--- START ---

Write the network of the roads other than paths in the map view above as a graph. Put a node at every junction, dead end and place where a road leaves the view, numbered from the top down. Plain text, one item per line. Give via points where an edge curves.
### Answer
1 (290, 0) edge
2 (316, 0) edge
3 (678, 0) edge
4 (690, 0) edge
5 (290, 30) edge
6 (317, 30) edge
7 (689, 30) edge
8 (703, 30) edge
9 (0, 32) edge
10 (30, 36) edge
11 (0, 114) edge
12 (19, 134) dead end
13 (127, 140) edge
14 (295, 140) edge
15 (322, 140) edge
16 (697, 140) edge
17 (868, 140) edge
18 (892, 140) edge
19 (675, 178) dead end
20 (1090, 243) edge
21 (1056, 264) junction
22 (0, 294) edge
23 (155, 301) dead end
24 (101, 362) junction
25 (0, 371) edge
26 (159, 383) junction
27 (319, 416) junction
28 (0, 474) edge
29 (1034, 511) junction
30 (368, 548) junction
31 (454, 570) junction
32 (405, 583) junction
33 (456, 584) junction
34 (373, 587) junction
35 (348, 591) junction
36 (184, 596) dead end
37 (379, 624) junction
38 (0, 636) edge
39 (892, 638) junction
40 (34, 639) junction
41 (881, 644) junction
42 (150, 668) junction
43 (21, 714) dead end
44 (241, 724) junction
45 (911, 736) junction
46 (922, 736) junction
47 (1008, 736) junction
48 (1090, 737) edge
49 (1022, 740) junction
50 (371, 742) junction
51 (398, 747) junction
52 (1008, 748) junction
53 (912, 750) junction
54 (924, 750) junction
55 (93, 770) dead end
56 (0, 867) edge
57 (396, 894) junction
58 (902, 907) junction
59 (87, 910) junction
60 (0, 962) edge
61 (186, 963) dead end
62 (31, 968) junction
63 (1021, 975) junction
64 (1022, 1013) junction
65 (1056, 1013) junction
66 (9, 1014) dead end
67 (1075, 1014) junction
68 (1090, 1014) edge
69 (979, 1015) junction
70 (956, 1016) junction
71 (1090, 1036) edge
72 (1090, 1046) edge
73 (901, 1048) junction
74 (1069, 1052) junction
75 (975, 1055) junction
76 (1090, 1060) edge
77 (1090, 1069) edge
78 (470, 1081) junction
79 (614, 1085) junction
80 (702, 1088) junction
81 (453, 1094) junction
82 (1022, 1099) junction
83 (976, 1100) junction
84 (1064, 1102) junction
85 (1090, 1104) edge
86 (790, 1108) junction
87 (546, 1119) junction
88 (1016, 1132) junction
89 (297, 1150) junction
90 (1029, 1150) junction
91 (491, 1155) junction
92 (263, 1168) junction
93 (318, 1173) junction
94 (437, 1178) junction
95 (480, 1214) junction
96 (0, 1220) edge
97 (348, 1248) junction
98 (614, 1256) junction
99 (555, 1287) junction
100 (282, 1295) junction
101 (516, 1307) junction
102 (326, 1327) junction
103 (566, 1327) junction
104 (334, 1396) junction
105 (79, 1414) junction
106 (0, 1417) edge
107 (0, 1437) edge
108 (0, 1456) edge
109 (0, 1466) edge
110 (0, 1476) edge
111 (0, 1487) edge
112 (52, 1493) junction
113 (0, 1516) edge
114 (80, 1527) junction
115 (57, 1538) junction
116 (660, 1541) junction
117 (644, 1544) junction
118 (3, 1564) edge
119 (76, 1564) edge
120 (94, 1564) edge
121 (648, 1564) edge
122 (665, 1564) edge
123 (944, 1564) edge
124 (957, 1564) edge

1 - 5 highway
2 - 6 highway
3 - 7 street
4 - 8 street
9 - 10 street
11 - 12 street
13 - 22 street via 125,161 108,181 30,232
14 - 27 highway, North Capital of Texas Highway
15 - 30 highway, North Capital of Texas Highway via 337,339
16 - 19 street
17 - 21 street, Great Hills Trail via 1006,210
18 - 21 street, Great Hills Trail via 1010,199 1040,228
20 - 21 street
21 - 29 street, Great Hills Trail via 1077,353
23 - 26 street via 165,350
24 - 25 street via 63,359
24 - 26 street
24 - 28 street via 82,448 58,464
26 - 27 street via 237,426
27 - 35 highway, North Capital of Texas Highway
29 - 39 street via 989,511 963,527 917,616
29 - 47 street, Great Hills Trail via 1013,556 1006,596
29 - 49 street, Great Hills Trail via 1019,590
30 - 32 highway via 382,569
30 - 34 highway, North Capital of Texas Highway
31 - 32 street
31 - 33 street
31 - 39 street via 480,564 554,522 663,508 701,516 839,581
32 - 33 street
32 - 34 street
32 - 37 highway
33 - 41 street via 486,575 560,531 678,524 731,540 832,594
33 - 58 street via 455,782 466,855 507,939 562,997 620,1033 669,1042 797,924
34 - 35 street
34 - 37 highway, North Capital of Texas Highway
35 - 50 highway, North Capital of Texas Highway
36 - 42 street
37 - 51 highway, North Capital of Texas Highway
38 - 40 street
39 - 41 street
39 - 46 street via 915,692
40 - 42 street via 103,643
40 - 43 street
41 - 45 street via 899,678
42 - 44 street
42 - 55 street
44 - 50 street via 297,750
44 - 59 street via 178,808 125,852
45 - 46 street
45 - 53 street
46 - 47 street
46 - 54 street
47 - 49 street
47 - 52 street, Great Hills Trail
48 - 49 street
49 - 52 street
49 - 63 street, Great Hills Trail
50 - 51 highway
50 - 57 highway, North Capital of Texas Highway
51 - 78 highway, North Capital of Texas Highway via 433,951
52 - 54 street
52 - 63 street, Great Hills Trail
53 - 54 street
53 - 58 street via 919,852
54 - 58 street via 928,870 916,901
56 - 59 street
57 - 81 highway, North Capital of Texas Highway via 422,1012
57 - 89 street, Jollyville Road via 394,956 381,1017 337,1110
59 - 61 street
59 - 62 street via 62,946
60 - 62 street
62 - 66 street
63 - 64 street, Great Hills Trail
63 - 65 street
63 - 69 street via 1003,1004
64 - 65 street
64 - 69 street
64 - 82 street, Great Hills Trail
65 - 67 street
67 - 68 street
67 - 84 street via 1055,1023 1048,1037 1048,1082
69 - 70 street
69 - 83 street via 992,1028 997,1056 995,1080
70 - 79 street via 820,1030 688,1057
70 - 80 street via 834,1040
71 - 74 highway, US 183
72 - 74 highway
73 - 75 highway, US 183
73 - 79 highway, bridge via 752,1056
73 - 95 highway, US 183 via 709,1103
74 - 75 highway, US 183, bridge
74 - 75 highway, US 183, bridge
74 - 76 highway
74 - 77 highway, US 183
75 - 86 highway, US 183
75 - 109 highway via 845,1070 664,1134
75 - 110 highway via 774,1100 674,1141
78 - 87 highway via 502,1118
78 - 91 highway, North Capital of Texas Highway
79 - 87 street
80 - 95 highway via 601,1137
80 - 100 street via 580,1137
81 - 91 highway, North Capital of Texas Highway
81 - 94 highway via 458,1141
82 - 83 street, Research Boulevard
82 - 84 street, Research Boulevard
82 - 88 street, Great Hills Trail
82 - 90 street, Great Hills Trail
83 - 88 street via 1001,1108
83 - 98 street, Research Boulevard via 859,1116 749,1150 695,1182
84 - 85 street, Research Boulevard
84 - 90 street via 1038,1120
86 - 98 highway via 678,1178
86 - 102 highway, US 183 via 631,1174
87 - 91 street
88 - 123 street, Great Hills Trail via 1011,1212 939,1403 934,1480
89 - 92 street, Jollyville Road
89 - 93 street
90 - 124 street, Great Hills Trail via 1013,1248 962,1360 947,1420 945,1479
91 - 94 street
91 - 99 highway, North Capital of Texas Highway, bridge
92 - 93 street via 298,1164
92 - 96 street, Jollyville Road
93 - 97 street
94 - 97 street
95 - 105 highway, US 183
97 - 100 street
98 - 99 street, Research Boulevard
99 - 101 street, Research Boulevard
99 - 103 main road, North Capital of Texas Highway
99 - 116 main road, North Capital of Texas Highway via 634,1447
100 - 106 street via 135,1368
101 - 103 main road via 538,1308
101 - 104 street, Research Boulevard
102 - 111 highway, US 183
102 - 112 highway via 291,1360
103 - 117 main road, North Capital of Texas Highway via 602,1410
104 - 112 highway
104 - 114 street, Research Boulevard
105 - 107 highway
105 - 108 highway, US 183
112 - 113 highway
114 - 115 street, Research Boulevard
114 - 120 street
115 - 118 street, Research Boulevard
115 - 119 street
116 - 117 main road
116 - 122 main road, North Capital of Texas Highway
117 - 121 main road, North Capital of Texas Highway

--- END ---

- [TASK DESCRIPTION] Line count for the word "bridge": tally the lines in the records that include it and give only the result.

- [SOLUTION FOR THIS PROBLEM] 4